*** Opening of Data provided ***

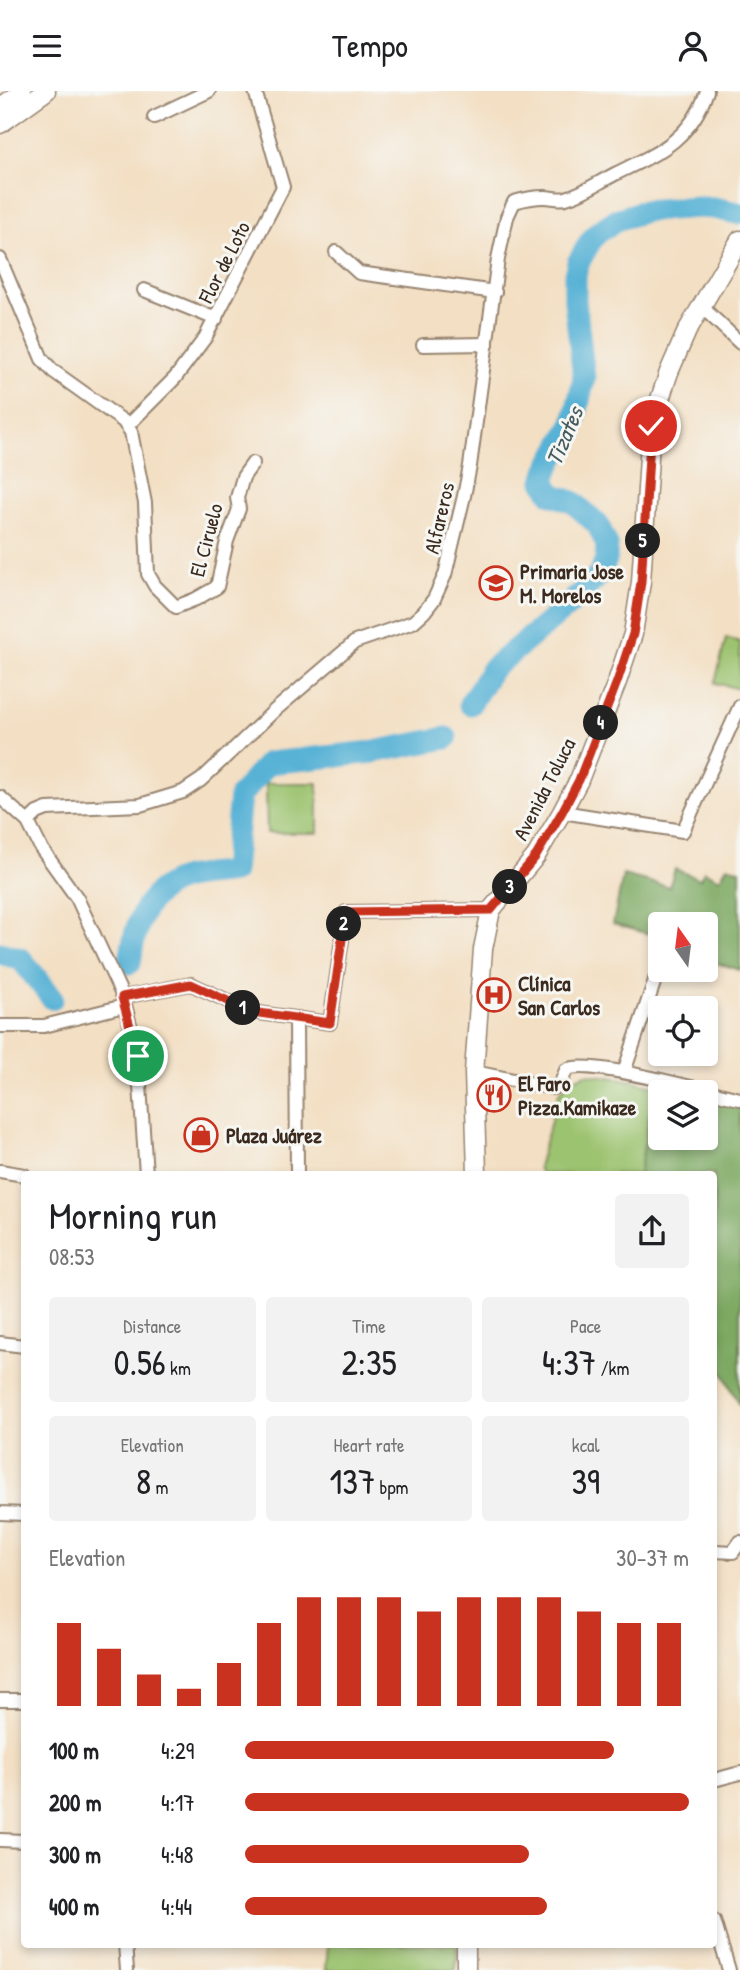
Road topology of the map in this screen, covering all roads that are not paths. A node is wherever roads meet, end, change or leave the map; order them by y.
1 (22, 91) edge
2 (46, 91) edge
3 (209, 91) edge
4 (255, 91) edge
5 (707, 91) edge
6 (0, 108) edge
7 (154, 117) dead end
8 (0, 124) edge
9 (740, 240) edge
10 (336, 252) dead end
11 (0, 259) edge
12 (144, 290) dead end
13 (495, 292) junction
14 (702, 307) junction
15 (216, 319) junction
16 (740, 343) edge
17 (487, 344) junction
18 (423, 345) dead end
19 (127, 426) junction
20 (253, 463) dead end
21 (740, 706) edge
22 (0, 797) edge
23 (562, 812) junction
24 (28, 822) junction
25 (491, 910) junction
26 (654, 982) edge
27 (123, 1002) junction
28 (296, 1018) junction
29 (0, 1026) edge
30 (474, 1072) junction
31 (624, 1072) junction
32 (740, 1100) edge
33 (0, 1171) edge
34 (146, 1171) edge
35 (297, 1171) edge
36 (477, 1171) edge
37 (21, 1174) edge
38 (0, 1343) edge
39 (21, 1346) edge
40 (0, 1513) edge
41 (21, 1514) edge
42 (736, 1547) edge
43 (717, 1550) edge
44 (0, 1700) edge
45 (21, 1700) edge
46 (740, 1773) edge
47 (717, 1779) edge
48 (0, 1840) edge
49 (21, 1841) edge
50 (717, 1930) edge
51 (125, 1948) edge
52 (466, 1948) edge
53 (740, 1966) edge
54 (127, 1970) edge
55 (466, 1970) edge
56 (730, 1970) edge

1 - 6 street
2 - 8 street
3 - 7 street
4 - 15 street, Flor de Loto
5 - 13 street, Alfareros
9 - 14 street, Avenida Toluca
10 - 13 street
11 - 19 street
12 - 15 street
13 - 17 street, Alfareros
14 - 16 street
14 - 23 street, Avenida Toluca
15 - 19 street, Flor de Loto
17 - 18 street
17 - 24 street, Alfareros
19 - 20 street, El Ciruelo
21 - 23 street
22 - 24 street
23 - 25 street, Avenida Toluca
24 - 27 street
25 - 28 street
25 - 30 street
26 - 31 street
27 - 28 street
27 - 29 street
27 - 34 street
28 - 35 street
30 - 31 street
30 - 36 street
31 - 32 street
33 - 37 street
38 - 39 street
40 - 41 street
42 - 43 street
44 - 45 street
46 - 47 street
48 - 49 street
50 - 56 street
51 - 54 street
52 - 55 street
53 - 56 street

*** Close of Data provided ***

The listing above must be given again exactly, minus its pictures.

Road topology of the map in this screen, covering all roads that are not paths. A node is wherever roads meet, end, change or leave the map; order them by y.
1 (22, 91) edge
2 (46, 91) edge
3 (209, 91) edge
4 (255, 91) edge
5 (707, 91) edge
6 (0, 108) edge
7 (154, 117) dead end
8 (0, 124) edge
9 (740, 240) edge
10 (336, 252) dead end
11 (0, 259) edge
12 (144, 290) dead end
13 (495, 292) junction
14 (702, 307) junction
15 (216, 319) junction
16 (740, 343) edge
17 (487, 344) junction
18 (423, 345) dead end
19 (127, 426) junction
20 (253, 463) dead end
21 (740, 706) edge
22 (0, 797) edge
23 (562, 812) junction
24 (28, 822) junction
25 (491, 910) junction
26 (654, 982) edge
27 (123, 1002) junction
28 (296, 1018) junction
29 (0, 1026) edge
30 (474, 1072) junction
31 (624, 1072) junction
32 (740, 1100) edge
33 (0, 1171) edge
34 (146, 1171) edge
35 (297, 1171) edge
36 (477, 1171) edge
37 (21, 1174) edge
38 (0, 1343) edge
39 (21, 1346) edge
40 (0, 1513) edge
41 (21, 1514) edge
42 (736, 1547) edge
43 (717, 1550) edge
44 (0, 1700) edge
45 (21, 1700) edge
46 (740, 1773) edge
47 (717, 1779) edge
48 (0, 1840) edge
49 (21, 1841) edge
50 (717, 1930) edge
51 (125, 1948) edge
52 (466, 1948) edge
53 (740, 1966) edge
54 (127, 1970) edge
55 (466, 1970) edge
56 (730, 1970) edge

1 - 6 street
2 - 8 street
3 - 7 street
4 - 15 street, Flor de Loto
5 - 13 street, Alfareros
9 - 14 street, Avenida Toluca
10 - 13 street
11 - 19 street
12 - 15 street
13 - 17 street, Alfareros
14 - 16 street
14 - 23 street, Avenida Toluca
15 - 19 street, Flor de Loto
17 - 18 street
17 - 24 street, Alfareros
19 - 20 street, El Ciruelo
21 - 23 street
22 - 24 street
23 - 25 street, Avenida Toluca
24 - 27 street
25 - 28 street
25 - 30 street
26 - 31 street
27 - 28 street
27 - 29 street
27 - 34 street
28 - 35 street
30 - 31 street
30 - 36 street
31 - 32 street
33 - 37 street
38 - 39 street
40 - 41 street
42 - 43 street
44 - 45 street
46 - 47 street
48 - 49 street
50 - 56 street
51 - 54 street
52 - 55 street
53 - 56 street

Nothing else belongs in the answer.